Fast Bytecode Interpreter

12425272930

Comments

  • cgracey wrote: »
    lonesock wrote: »
    cgracey wrote: »
    Yesterday, I had the problem of needing to find if a register held a value that was between two other random register values. I can do it in six instructions, but there must be a simpler solution. I think it would be reasonable to have a compiler come up with a solution for that simple of a problem.
    In P1 code:
                  sub       lim2, val wz
            if_nz sub       lim1, val wz
                  xor       lim1, lim2
                  shl       lim1, #1 wc
    
    The value is in range "if_c_or_z". Unfortunately it changes the values of your limt variables, and I'm guessing that's not allowed.

    Jonathan

    Jonathan, this is hard to think about it. I will make the effort to ingest this soon.
    My fault, I should have stated the logic behind it.

    I convert the limits to deltas from the tested value, and if the tested value is in the middle of the 2 limits, the delta values should have opposite signs (XOR of the highest (sign) bits should be 1). i.e. (lim1 - val) xor (lim2 - val) should be negative.

    There is also the test case where the limit equals the test value, so I use the Z flag to check for that case. Otherwise you can get a 0 delta, and a positive delta, which does not trip the "opposing signs" logic.

    thanks,
    Jonathan
    Free time status: see my avatar [8^)
    F32 - fast & concise floating point: OBEX, Thread
    Unrelated to the prop: KISSlicer
  • lonesock wrote: »
    cgracey wrote: »
    lonesock wrote: »
    cgracey wrote: »
    Yesterday, I had the problem of needing to find if a register held a value that was between two other random register values. I can do it in six instructions, but there must be a simpler solution. I think it would be reasonable to have a compiler come up with a solution for that simple of a problem.
    In P1 code:
                  sub       lim2, val wz
            if_nz sub       lim1, val wz
                  xor       lim1, lim2
                  shl       lim1, #1 wc
    
    The value is in range "if_c_or_z". Unfortunately it changes the values of your limt variables, and I'm guessing that's not allowed.

    Jonathan

    Jonathan, this is hard to think about it. I will make the effort to ingest this soon.
    My fault, I should have stated the logic behind it.

    I convert the limits to deltas from the tested value, and if the tested value is in the middle of the 2 limits, the delta values should have opposite signs (XOR of the highest (sign) bits should be 1). i.e. (lim1 - val) xor (lim2 - val) should be negative.

    There is also the test case where the limit equals the test value, so I use the Z flag to check for that case.

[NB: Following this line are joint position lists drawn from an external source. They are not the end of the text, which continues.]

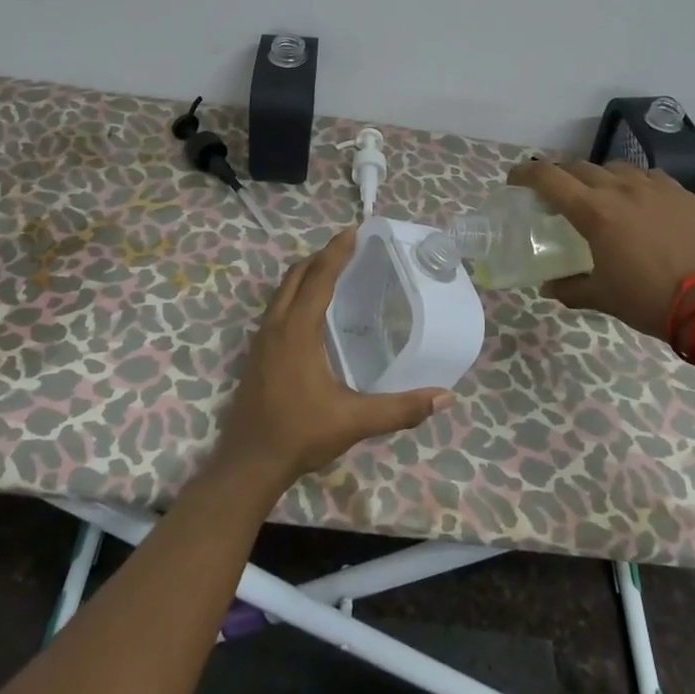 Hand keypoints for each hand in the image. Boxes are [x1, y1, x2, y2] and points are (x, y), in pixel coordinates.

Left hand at [209, 229, 452, 496]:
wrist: (248, 463)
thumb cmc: (300, 434)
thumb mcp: (354, 421)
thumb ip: (401, 409)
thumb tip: (446, 396)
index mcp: (297, 330)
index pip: (319, 277)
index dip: (337, 252)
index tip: (354, 230)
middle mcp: (276, 326)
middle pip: (296, 275)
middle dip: (321, 256)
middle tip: (349, 246)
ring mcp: (262, 339)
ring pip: (282, 290)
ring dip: (306, 273)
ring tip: (332, 269)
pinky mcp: (257, 353)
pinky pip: (277, 307)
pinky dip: (295, 293)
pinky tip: (312, 311)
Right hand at [507, 159, 694, 340]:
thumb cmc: (649, 299)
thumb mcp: (603, 297)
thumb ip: (570, 288)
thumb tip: (549, 287)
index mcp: (594, 211)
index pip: (548, 178)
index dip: (525, 174)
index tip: (514, 180)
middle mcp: (620, 189)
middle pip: (579, 167)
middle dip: (561, 177)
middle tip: (556, 195)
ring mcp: (655, 187)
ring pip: (616, 168)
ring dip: (599, 178)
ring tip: (602, 198)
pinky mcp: (683, 193)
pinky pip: (651, 178)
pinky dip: (636, 185)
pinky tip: (642, 203)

Otherwise you can get a 0 delta, and a positive delta, which does not trip the "opposing signs" logic.

    thanks,
    Jonathan

    Okay. That makes sense. I would still have to study it to fully understand it.
  • I am not sure if this is the correct thread to ask this.

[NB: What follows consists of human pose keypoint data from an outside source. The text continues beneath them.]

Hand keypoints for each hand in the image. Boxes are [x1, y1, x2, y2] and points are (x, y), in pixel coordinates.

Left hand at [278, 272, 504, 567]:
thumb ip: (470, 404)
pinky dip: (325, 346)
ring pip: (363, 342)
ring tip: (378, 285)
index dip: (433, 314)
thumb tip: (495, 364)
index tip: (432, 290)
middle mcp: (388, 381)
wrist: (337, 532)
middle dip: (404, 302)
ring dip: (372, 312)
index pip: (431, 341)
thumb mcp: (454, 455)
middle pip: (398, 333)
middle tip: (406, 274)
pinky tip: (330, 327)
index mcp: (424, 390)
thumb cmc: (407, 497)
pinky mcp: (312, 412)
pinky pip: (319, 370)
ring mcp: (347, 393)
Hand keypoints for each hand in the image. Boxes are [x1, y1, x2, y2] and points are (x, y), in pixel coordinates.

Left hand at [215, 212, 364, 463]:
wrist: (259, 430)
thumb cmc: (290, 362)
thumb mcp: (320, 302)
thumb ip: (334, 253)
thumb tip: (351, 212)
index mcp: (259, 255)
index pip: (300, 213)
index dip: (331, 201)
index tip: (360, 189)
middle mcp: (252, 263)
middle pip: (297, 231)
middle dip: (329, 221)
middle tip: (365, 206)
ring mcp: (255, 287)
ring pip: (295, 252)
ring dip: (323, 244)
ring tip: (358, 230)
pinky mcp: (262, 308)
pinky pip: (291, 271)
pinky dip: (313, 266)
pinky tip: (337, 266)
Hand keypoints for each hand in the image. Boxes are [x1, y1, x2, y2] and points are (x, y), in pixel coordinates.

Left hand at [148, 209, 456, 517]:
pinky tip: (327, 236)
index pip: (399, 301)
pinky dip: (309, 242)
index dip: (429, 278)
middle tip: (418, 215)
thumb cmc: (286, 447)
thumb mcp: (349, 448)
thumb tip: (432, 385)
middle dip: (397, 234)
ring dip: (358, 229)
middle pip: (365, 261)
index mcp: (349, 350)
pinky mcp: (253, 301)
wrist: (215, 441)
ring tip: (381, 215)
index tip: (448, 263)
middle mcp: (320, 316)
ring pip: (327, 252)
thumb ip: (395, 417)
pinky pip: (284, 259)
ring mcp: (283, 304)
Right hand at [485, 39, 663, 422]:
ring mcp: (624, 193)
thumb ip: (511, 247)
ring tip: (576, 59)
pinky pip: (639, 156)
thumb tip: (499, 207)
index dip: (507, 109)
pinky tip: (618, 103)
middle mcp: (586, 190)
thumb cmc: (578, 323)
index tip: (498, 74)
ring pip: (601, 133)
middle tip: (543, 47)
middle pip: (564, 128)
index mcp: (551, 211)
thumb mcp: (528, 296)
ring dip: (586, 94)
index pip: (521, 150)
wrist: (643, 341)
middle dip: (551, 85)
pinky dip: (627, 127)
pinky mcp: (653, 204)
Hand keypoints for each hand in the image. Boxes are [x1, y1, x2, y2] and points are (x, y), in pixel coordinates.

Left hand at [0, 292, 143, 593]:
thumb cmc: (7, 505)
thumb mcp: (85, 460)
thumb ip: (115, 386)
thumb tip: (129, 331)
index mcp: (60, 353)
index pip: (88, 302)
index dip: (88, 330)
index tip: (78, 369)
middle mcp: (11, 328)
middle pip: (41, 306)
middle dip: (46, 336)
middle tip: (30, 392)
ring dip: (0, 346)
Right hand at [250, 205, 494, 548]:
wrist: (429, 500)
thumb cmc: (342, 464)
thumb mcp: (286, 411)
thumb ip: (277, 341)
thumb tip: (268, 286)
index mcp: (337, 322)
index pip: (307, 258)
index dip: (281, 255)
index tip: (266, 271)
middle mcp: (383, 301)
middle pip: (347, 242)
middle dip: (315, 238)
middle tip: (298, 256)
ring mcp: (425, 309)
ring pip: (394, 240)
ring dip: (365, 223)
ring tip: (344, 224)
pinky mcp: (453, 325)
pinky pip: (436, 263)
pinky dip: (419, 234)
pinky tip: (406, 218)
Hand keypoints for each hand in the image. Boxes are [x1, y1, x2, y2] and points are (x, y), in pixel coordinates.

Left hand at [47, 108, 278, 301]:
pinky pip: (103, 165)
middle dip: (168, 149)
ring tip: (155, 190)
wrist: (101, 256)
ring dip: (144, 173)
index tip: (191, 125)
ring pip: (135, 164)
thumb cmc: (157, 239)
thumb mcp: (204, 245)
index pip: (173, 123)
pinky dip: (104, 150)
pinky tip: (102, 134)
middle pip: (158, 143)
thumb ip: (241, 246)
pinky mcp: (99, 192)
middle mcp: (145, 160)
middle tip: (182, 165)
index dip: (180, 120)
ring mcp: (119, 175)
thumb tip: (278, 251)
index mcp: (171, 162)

    With the Prop 1 I use WAITPEQ and WAITPNE to put a cog to sleep until one or more pins (as defined in the WAITP__ statement) are set 1 or 0 by another cog or an external sensor to wake the the cog and then by decoding the pattern of pins branch to different routines.

    How would something like that be done in Spin2?

    Thanks
    Tom
  • twm47099 wrote: »
    I am not sure if this is the correct thread to ask this.

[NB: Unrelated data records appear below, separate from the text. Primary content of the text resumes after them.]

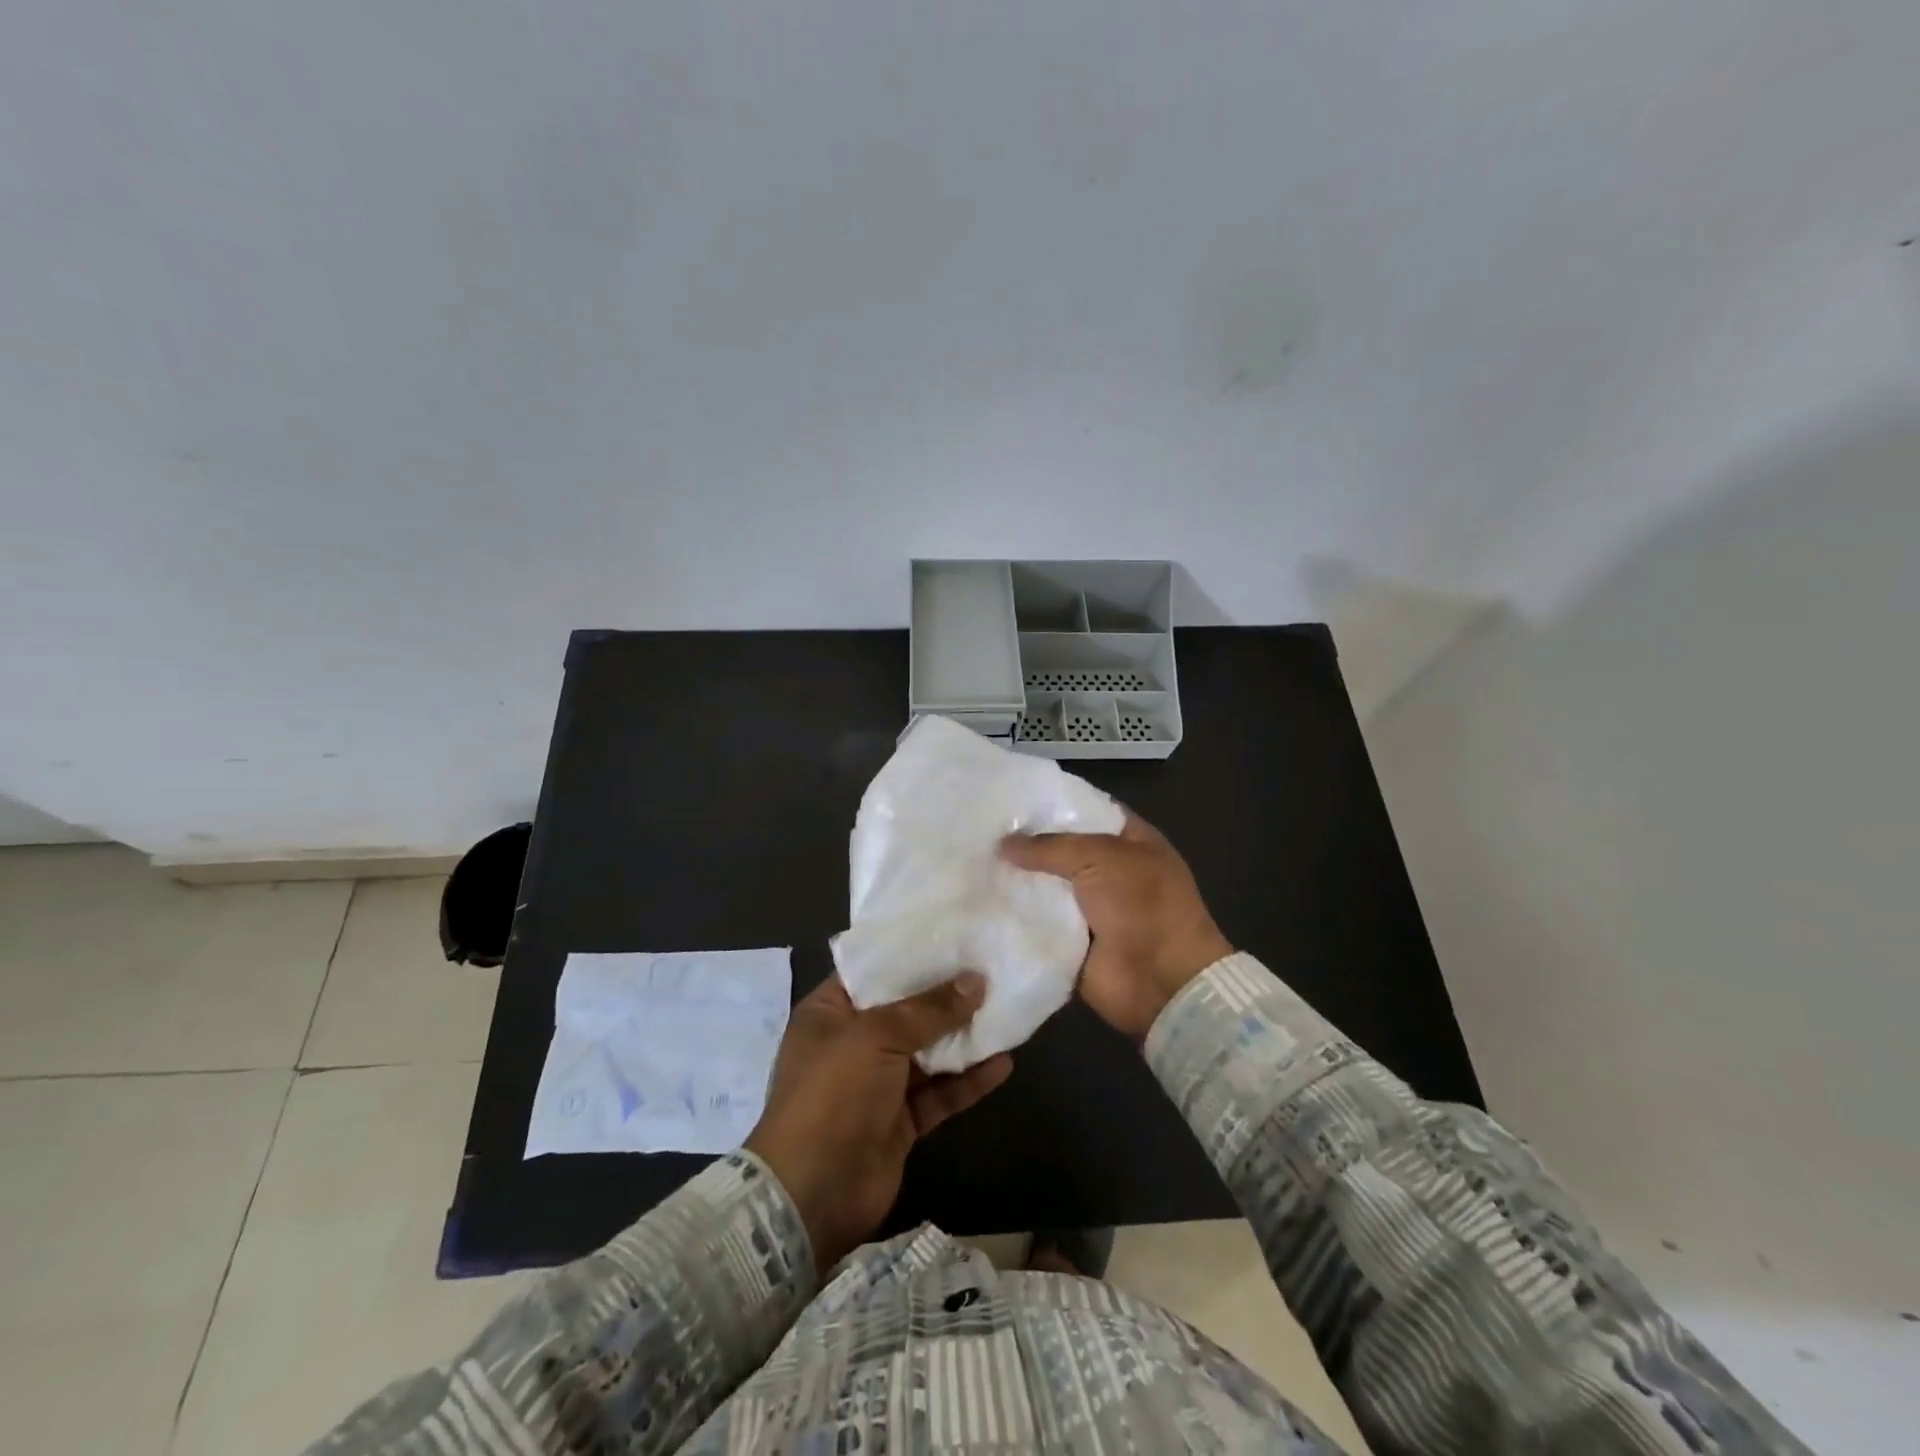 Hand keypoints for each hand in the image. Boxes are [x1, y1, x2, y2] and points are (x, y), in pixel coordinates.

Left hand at [744, 973, 1011, 1272]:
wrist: (813, 1194)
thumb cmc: (834, 1094)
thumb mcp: (877, 1036)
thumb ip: (929, 1009)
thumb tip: (976, 981)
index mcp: (831, 1012)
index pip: (873, 970)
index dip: (911, 953)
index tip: (953, 935)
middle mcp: (853, 1041)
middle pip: (906, 1009)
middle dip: (946, 993)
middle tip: (990, 968)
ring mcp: (878, 1083)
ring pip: (928, 1051)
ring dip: (963, 1036)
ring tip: (1005, 1009)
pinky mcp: (901, 1120)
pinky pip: (940, 1092)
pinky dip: (968, 1080)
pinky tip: (1003, 1063)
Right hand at [1001, 813, 1231, 1039]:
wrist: (1161, 981)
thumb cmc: (1142, 904)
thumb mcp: (1099, 857)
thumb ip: (1049, 847)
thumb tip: (1004, 844)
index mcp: (1130, 841)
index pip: (1088, 811)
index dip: (1054, 803)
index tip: (1012, 798)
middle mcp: (1110, 871)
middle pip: (1061, 850)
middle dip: (1027, 844)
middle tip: (981, 828)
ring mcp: (1091, 909)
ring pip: (1046, 887)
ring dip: (1017, 881)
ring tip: (971, 861)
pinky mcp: (1071, 941)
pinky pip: (1038, 924)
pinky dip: (1016, 917)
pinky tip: (981, 900)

    With the Prop 1 I use WAITPEQ and WAITPNE to put a cog to sleep until one or more pins (as defined in the WAITP__ statement) are set 1 or 0 by another cog or an external sensor to wake the the cog and then by decoding the pattern of pins branch to different routines.

    How would something like that be done in Spin2?

    Thanks
    Tom

    You would do a SETPAT instruction with D=mask, S=value, Z=1 for equal or 0 for not equal, and C = 0 for INA or 1 for INB. Then, you could do WAITPAT, POLLPAT WC, or JPAT/JNPAT to wait for the event, poll it, or jump by it.
  • TonyB_TonyB_ Posts: 684
    edited February 17 Vote Up0Vote Down
    XBYTE issue:
    Chip, could you please look at this matter again?
    cgracey wrote: »
    I ran into a limitation while working on Spin2 with XBYTE...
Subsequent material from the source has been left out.